Copy every line of the records below where the word "Bülent" occurs.

※

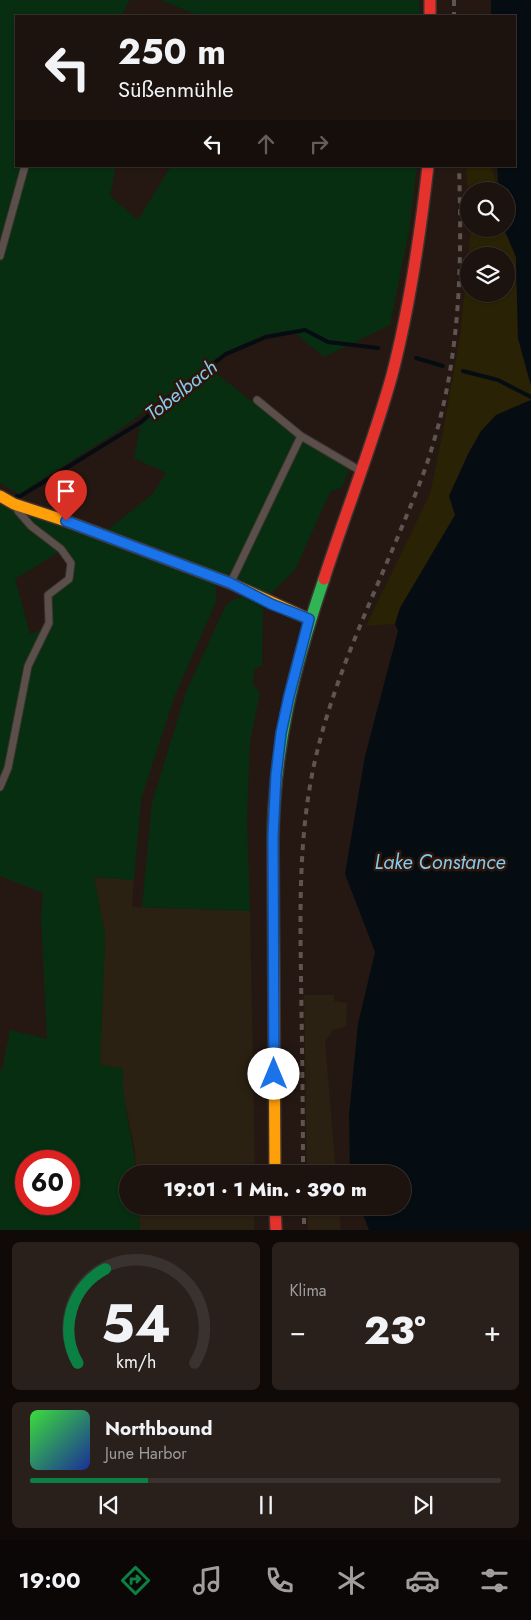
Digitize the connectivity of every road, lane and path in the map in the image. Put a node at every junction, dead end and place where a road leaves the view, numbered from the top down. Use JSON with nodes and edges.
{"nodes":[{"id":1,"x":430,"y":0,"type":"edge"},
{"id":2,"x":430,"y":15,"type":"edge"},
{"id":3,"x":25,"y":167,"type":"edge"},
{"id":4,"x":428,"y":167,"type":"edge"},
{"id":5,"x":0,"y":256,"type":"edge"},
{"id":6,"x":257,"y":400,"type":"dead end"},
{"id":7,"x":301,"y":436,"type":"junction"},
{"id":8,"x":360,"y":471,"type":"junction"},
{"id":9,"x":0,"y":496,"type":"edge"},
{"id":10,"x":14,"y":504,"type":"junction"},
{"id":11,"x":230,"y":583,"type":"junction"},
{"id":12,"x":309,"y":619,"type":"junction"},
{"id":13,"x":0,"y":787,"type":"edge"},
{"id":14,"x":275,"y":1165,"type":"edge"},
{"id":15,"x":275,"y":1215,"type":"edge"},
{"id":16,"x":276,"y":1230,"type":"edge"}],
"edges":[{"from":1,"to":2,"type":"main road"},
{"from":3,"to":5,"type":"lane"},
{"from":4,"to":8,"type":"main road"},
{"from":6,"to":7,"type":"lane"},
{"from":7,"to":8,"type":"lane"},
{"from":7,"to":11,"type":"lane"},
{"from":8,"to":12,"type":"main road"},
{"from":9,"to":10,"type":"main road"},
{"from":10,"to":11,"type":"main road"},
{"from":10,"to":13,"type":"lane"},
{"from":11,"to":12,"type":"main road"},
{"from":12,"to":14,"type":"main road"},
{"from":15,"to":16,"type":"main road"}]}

※

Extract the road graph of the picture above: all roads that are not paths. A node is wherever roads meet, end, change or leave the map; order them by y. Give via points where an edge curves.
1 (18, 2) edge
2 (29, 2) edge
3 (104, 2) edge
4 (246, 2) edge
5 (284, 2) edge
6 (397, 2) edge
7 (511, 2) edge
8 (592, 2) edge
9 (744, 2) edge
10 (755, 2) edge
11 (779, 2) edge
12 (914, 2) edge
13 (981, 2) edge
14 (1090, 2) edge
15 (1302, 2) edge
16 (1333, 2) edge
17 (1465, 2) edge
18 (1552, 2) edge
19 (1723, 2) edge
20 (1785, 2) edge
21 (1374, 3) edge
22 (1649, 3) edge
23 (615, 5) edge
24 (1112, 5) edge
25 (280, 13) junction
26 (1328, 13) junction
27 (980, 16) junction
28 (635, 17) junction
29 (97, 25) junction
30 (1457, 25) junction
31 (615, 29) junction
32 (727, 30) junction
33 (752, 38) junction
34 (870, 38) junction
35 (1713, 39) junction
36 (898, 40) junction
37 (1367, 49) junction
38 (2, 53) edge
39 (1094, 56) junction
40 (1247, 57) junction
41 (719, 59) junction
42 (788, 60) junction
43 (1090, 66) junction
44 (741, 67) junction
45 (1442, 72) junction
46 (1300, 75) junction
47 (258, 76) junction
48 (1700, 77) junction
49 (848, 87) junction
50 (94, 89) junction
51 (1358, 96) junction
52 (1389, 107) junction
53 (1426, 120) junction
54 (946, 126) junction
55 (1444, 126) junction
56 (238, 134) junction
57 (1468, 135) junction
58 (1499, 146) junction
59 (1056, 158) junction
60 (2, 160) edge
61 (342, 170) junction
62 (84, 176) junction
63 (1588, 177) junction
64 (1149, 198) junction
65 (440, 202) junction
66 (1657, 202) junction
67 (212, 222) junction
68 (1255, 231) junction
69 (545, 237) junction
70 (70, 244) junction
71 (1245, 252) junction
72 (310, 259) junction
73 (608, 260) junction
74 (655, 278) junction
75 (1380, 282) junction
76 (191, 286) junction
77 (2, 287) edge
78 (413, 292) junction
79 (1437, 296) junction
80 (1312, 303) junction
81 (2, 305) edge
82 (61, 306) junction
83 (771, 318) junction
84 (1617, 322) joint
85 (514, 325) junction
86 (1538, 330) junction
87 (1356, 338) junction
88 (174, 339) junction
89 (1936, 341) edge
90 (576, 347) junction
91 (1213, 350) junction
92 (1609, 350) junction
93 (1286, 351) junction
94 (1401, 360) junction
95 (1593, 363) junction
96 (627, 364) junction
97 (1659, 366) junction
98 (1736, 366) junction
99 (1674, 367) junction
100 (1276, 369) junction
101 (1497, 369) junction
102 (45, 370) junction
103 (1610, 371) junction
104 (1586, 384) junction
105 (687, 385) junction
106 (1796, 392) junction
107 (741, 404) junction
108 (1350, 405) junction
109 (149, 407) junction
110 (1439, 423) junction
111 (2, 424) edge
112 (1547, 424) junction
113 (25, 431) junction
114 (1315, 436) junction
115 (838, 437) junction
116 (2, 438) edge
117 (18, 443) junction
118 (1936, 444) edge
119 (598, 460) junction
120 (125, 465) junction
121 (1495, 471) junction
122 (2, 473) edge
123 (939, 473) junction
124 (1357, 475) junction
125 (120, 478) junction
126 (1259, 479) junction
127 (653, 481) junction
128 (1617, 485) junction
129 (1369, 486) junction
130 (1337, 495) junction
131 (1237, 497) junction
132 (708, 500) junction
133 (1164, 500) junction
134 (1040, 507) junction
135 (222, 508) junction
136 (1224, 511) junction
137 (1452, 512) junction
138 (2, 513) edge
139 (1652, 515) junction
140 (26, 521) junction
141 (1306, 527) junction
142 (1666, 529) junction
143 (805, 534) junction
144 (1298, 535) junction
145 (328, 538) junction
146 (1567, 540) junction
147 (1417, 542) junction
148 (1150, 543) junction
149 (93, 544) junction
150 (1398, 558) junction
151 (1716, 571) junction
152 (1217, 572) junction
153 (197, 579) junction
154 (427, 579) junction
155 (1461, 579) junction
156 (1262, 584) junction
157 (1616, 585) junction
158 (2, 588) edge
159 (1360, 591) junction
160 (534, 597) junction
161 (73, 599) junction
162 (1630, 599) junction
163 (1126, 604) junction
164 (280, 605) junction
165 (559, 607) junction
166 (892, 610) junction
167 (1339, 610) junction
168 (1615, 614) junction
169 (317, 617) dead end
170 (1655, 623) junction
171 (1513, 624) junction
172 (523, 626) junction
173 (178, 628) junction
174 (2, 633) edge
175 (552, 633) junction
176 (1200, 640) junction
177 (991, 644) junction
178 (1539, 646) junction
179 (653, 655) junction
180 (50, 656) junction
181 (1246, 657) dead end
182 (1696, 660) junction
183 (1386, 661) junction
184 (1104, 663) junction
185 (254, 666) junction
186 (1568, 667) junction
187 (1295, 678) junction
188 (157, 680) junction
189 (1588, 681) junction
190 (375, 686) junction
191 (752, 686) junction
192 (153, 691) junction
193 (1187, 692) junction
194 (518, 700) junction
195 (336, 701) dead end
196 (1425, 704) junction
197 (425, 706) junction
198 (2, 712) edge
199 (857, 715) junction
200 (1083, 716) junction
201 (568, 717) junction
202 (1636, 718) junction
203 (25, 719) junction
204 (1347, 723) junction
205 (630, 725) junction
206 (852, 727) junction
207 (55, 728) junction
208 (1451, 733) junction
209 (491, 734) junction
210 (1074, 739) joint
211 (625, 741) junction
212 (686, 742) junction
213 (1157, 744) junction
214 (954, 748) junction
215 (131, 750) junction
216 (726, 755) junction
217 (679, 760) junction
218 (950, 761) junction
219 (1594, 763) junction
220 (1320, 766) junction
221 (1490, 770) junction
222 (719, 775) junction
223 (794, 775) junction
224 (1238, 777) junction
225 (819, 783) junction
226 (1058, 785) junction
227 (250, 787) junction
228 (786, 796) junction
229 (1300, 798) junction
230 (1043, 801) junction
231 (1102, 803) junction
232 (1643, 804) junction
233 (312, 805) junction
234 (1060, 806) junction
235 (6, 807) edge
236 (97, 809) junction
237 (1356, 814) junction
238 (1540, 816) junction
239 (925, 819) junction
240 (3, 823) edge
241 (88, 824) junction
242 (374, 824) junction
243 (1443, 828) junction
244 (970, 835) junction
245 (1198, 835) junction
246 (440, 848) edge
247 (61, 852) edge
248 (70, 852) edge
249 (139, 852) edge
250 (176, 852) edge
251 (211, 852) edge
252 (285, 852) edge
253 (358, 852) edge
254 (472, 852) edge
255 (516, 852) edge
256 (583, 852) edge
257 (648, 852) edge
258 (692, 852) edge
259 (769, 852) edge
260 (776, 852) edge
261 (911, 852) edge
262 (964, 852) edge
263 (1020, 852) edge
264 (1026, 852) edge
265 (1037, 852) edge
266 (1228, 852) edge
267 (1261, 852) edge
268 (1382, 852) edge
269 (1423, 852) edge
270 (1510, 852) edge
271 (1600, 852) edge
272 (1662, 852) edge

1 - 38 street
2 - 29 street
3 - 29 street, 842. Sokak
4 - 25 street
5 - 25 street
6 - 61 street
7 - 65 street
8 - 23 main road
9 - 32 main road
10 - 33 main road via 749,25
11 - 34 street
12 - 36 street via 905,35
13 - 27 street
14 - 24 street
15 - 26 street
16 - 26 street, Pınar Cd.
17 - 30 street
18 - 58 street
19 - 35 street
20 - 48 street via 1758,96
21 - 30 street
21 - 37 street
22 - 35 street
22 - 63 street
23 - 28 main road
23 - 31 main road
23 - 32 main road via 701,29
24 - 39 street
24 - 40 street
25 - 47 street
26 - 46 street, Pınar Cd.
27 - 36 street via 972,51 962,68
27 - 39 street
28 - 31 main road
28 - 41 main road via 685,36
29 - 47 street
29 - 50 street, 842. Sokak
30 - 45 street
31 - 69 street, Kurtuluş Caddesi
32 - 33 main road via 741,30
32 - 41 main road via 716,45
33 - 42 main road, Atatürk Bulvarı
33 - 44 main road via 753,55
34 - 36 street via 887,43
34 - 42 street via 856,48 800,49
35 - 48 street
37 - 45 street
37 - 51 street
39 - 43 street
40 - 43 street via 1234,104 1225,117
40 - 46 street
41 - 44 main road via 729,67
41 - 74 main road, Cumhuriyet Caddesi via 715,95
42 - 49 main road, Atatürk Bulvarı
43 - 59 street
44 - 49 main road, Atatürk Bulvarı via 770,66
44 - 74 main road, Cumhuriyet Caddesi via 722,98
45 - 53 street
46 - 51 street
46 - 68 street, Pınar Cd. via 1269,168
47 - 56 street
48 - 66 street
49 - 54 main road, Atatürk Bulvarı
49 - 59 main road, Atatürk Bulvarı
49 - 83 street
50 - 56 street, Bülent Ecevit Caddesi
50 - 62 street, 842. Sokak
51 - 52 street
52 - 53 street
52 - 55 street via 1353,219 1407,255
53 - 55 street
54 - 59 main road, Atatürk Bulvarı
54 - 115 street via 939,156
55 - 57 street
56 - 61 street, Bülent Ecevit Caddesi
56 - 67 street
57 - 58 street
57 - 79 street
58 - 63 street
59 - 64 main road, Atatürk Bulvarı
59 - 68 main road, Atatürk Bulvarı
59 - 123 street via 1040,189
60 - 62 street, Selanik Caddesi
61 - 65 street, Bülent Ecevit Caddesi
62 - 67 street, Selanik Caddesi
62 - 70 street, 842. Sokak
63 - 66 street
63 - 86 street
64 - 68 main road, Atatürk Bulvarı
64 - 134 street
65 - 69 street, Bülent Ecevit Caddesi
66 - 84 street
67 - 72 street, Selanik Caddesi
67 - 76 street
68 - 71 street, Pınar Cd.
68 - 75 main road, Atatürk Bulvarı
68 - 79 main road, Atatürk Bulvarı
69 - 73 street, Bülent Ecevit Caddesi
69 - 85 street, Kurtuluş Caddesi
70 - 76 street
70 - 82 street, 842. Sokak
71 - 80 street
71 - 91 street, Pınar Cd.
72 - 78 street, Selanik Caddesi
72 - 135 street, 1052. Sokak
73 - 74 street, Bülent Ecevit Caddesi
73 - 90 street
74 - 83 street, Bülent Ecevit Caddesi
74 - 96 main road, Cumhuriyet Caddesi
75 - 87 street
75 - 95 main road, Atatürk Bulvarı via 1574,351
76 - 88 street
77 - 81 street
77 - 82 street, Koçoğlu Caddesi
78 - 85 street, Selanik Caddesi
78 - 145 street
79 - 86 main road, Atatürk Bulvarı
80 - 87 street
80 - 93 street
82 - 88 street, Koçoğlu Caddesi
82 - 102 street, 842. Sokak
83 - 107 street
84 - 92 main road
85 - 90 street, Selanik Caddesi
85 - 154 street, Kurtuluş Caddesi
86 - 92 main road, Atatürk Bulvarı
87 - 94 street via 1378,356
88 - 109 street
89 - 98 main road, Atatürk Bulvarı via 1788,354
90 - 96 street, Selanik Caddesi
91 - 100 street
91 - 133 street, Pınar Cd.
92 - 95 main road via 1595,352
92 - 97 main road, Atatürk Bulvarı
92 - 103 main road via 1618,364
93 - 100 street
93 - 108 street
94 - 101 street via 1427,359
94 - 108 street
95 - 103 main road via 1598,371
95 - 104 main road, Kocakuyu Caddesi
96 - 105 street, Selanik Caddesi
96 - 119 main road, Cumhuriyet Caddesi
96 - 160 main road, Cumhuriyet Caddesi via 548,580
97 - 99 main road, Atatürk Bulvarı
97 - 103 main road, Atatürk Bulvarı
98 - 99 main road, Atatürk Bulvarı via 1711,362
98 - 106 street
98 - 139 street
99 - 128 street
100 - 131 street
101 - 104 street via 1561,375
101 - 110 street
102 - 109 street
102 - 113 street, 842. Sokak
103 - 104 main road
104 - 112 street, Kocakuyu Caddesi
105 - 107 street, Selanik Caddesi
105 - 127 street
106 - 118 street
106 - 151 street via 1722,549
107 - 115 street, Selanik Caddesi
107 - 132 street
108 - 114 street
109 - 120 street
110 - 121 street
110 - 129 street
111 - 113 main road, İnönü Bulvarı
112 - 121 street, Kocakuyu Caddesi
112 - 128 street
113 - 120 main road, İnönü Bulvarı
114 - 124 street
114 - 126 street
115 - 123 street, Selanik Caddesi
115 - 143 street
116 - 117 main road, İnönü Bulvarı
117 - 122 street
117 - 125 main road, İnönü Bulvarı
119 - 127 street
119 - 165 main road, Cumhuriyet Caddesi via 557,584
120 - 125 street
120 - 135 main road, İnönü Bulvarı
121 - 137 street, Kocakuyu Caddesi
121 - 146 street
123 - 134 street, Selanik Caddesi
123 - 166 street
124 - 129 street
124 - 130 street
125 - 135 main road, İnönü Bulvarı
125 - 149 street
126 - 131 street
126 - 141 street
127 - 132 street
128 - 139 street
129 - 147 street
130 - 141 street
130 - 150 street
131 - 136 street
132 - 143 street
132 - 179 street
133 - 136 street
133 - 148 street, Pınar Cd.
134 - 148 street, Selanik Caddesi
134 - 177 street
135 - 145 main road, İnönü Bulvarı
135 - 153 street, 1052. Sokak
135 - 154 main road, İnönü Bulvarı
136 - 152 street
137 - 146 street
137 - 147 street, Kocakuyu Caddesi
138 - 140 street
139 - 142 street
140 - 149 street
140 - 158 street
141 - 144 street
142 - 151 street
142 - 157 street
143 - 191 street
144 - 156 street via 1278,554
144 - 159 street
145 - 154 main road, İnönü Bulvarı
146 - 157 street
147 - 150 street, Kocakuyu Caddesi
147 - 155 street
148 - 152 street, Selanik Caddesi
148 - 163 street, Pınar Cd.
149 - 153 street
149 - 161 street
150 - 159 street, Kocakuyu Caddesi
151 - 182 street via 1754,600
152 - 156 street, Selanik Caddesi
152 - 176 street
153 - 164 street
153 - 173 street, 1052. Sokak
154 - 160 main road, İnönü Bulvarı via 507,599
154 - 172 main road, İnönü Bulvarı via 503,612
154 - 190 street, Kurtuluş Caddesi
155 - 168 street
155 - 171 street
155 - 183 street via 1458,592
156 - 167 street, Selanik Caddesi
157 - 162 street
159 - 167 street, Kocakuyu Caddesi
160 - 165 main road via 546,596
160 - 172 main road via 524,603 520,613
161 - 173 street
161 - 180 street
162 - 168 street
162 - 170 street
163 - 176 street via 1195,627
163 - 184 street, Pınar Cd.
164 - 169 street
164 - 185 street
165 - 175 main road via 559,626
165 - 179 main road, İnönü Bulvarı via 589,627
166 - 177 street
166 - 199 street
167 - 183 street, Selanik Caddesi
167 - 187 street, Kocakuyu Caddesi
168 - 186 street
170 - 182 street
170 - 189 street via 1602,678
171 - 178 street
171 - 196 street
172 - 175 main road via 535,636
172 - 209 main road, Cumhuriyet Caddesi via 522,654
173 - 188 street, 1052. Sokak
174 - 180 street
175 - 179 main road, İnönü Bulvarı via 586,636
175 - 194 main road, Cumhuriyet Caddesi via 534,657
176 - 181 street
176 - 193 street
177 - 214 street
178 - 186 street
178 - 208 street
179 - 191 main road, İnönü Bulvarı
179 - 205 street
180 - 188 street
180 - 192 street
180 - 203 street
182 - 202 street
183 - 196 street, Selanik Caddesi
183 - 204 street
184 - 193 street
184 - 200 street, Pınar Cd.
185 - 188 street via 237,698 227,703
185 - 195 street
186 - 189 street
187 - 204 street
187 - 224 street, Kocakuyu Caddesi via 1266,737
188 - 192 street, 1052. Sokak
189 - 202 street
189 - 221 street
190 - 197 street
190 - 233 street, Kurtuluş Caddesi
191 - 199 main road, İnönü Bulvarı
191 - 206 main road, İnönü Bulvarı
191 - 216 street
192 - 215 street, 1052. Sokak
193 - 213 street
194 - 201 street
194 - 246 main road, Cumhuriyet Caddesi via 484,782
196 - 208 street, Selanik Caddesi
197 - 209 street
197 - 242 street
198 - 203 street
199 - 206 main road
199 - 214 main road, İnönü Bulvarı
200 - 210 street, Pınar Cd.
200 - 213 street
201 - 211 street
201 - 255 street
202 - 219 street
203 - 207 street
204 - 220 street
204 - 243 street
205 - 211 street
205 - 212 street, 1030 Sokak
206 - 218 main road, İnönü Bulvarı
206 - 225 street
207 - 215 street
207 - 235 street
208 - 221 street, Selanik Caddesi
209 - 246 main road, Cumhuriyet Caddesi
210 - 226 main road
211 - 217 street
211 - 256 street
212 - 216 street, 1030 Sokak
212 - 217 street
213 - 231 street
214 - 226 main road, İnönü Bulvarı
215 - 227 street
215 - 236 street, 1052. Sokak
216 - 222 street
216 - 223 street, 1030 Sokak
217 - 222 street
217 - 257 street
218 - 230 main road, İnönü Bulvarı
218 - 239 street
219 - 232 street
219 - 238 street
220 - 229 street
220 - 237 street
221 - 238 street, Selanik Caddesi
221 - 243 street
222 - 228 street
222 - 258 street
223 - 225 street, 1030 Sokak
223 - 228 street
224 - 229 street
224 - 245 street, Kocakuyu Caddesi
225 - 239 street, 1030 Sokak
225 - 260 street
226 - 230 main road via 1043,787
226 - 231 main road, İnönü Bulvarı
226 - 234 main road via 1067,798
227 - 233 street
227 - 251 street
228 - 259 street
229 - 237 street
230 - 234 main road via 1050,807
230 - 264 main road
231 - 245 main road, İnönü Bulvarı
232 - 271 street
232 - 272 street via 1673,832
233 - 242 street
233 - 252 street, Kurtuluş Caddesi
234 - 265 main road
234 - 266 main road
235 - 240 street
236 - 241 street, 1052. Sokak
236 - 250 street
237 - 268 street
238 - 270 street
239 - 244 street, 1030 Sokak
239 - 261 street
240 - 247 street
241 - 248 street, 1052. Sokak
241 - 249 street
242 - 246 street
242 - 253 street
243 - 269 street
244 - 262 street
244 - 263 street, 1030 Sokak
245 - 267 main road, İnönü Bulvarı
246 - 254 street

※

Solution:
50 - 56 street, Bülent Ecevit Caddesi
56 - 61 street, Bülent Ecevit Caddesi
61 - 65 street, Bülent Ecevit Caddesi
65 - 69 street, Bülent Ecevit Caddesi
69 - 73 street, Bülent Ecevit Caddesi
73 - 74 street, Bülent Ecevit Caddesi
74 - 83 street, Bülent Ecevit Caddesi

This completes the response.